Giornalisti, piantatela di gonfiare il Momo Challenge. Se lo fate, siete sciacalli

No, non metterò una foto di Momo.
Ultimo aggiornamento: 2019/03/01 7:25.

Sta scoppiando una nuova isteria mediatica: quella per il (presunto) Momo challenge. E la stanno montando i giornalisti irresponsabili, che hanno fame di panzane per riempire il vuoto dei loro giornali. Questo fa credere ai genitori che il fenomeno sia reale e quindi scatena in loro il panico in buona fede.




Ne avevo già parlato a luglio 2018, e lo spiega bene il Guardian: ci sono ZERO casi confermati di violenza autoinflitta in seguito al presunto Momo Challenge. Ma c'è il rischio che ce ne saranno, se il giornalismo continuerà a creare panico e a spacciare per realtà delle dicerie insulse.

Il Momo Challenge è semplicemente la versione 2019 del Blue Whale Challenge, che era un’altra montatura giornalistica senza alcuna conferma (e con parecchie invenzioni). Lo sciacallaggio ha bisogno di nuovi trastulli, perché si stufa in fretta di quelli vecchi.

Questo, per esempio, è un modello perfetto di “notizia” su Momo: pieno di affermazioni vaghe e non documentate, di “alcuni dicono che”, di “pare che” e “sarebbe”:


Scrivere che Momo si nasconde genericamente nei cartoni animati di Peppa Pig e Fortnite (forse per “cartoni animati” nel caso di Fornite si intendono le sessioni di gameplay su Youtube) ed è un “mostro di WhatsApp”, senza spiegare che è semplicemente una scultura brutta ma innocua, è inutile e irresponsabile.

Non c'è nessun pericolo, tranne quello di vedere a sorpresa un’immagine di una scultura con gli occhi sgranati. È la versione moderna delle storie dove a un certo punto si faceva “buh!” ai bambini. Non infetta i telefonini, i tablet o i computer. È solo una foto di una scultura.

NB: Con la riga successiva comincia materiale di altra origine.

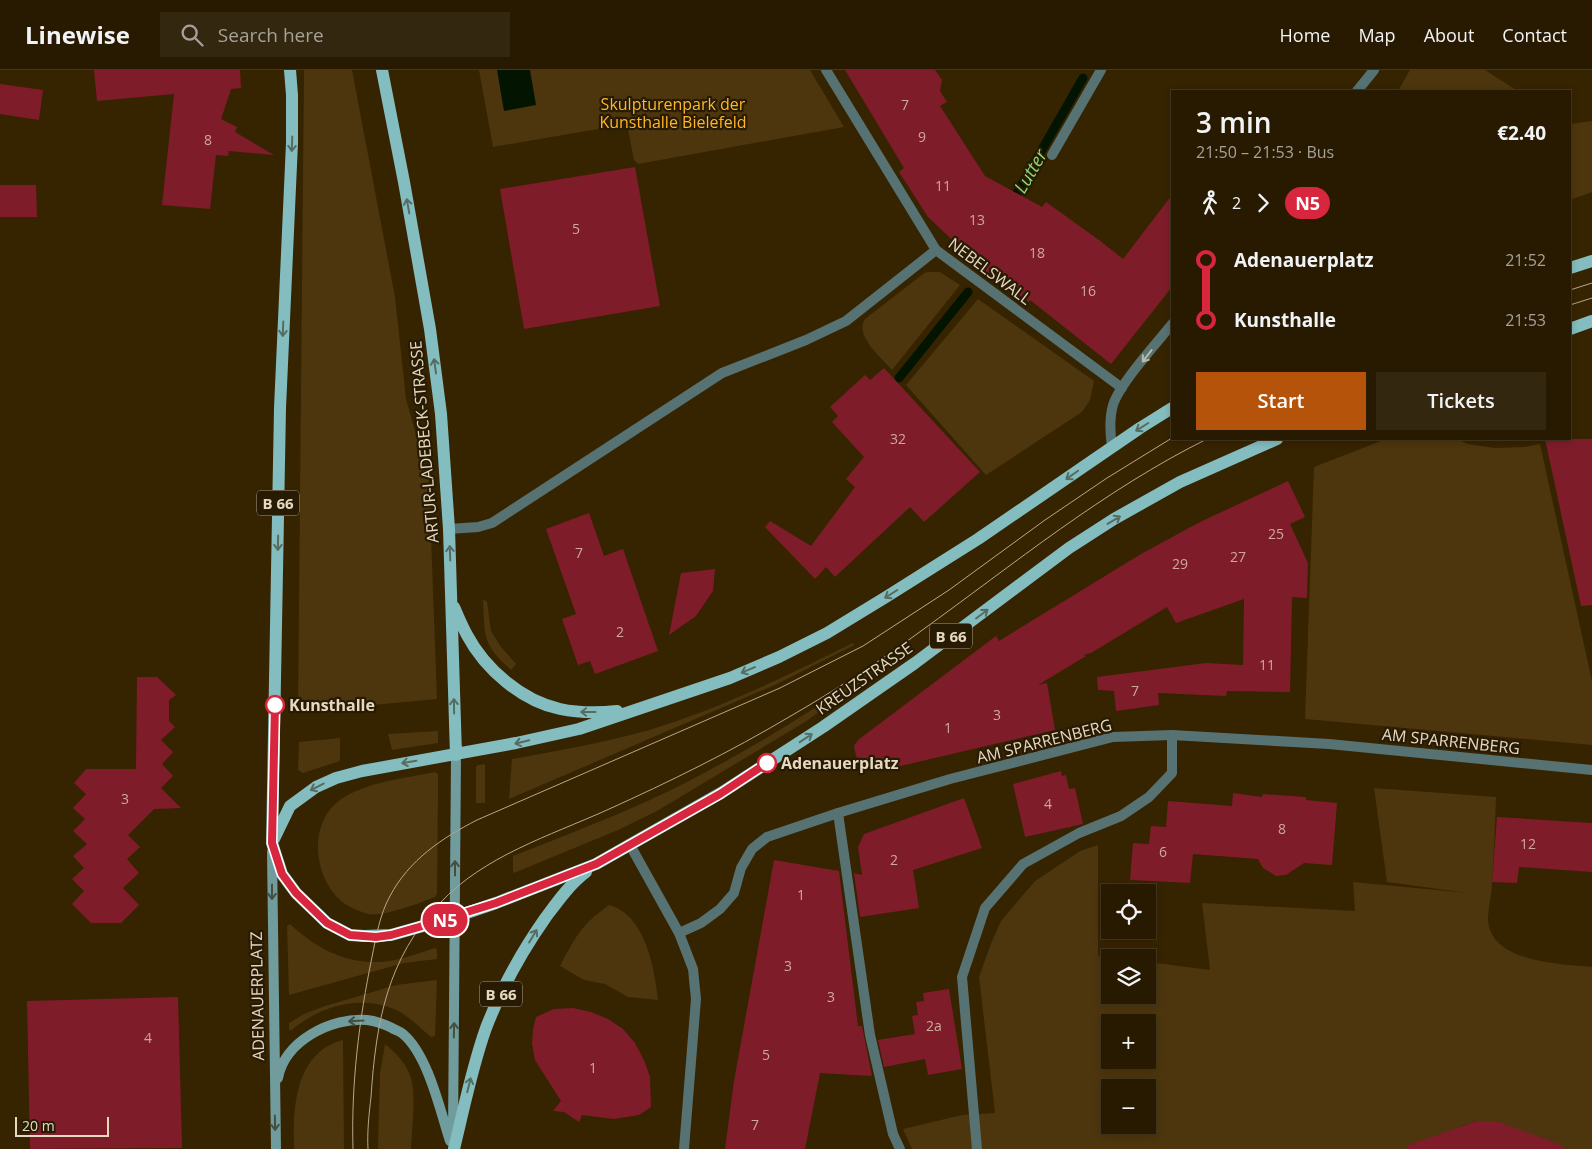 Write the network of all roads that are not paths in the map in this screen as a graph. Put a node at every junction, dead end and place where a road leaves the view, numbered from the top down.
1 (290, 70) edge
2 (382, 70) edge
3 (826, 70) edge
4 (1102, 70) edge
5 (1374, 70) edge
6 (1358, 90) edge
7 (1052, 155) dead end
8 (936, 250) junction
9 (1592, 260) edge
10 (1571, 268) edge
11 (1592, 321) edge
12 (1171, 325) edge
13 (1571, 329) edge
14 (1122, 388) junction
15 (1171, 409) edge
16 (1275, 440) edge
17 (1112, 447) junction
18 (450, 529) junction
19 (452, 602) junction
20 (637, 710) junction
21 (1172, 736) junction
22 (456, 755) junction
23 (1592, 770) edge
24 (838, 813) junction
25 (272, 843) junction
26 (630, 845) junction
27 (596, 864) junction
28 (454, 917) junction
29 (679, 933) junction
30 (275, 1097) junction
31 (276, 1149) edge
32 (453, 1149) edge
33 (684, 1149) edge
34 (900, 1149) edge
35 (977, 1149) edge

1 -> 25 main road, ADENAUERPLATZ / B 66
18 -> 2 main road, ARTUR-LADEBECK-STRASSE
3 - 8 street, NEBELSWALL
4 - 7 street
5 - 6 street
8 - 14 street, NEBELSWALL
8 - 18 street
9 - 10 main road
11 - 13 main road
12 -> 14 street
14 - 17 street
15 -> 17 main road
26 -> 16 main road, KREUZSTRASSE / B 66
17 -> 20 main road
19 -> 18 main road, ARTUR-LADEBECK-STRASSE
20 -> 19 main road
22 -> 19 main road, ARTUR-LADEBECK-STRASSE
20 -> 22 main road
21 - 23 street, AM SPARRENBERG
21 - 24 street, AM SPARRENBERG
21 - 35 street
22 -> 25 main road, ADENAUERPLATZ
28 -> 22 main road
24 - 29 street, AM SPARRENBERG
24 - 34 street
25 - 28 main road, ADENAUERPLATZ / B 66
25 -> 30 main road, ADENAUERPLATZ
26 - 27 main road, KREUZSTRASSE / B 66
26 - 29 street
27 - 28 main road, KREUZSTRASSE / B 66
32 -> 27 main road, B 66
32 -> 28 main road
29 - 33 street
30 -> 31 main road, ADENAUERPLATZ
32 -> 30 main road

Soprattutto non c’è nessuna organizzazione che usa l’immagine di questa scultura per ordinare ai bambini di fare cose terribili, altrimenti subiranno conseguenze terrificanti. Ci sono, però, gli stupidi e i bulletti che approfitteranno di questo panico. E più se ne parla irresponsabilmente, senza fornire i fatti, più sarà facile che ne approfittino e che qualcuno si faccia davvero male.

Questo sciacallaggio sta giocando con le vite dei nostri figli. Vado nelle scuole spesso a fare lezione, e vedo la paura che si scatena quando qualcuno cita Momo.

Visto che i giornalisti sembrano incapaci di fare il loro mestiere di informare invece di appiccare incendi e soffiare sulle fiamme, pensiamoci noi genitori.

Prendete l’iniziativa; non aspettate che siano loro a parlarvene (se hanno paura, forse non lo faranno). Dite voi ai vostri figli che Momo è solo una storia di paura inventata, esattamente come Cappuccetto Rosso. Dite loro che Momo è semplicemente una scultura: un pezzo di plastica che non ha nessun potere magico. Specificamente, è una scultura creata nel 2016 dall’artista giapponese Keisuka Aisawa ed esposto alla Vanilla Gallery a Tokyo, come spiega Know Your Meme. Avere paura di Momo è come avere paura di un pollo di gomma. Diteglielo. Rendeteli immuni a questa isteria.

Ai colleghi giornalisti ricordo che esistono raccomandazioni di esperti su come trattare questi argomenti così delicati. Consultate le risorse della International Association for Suicide Prevention e le linee guida OMS specifiche.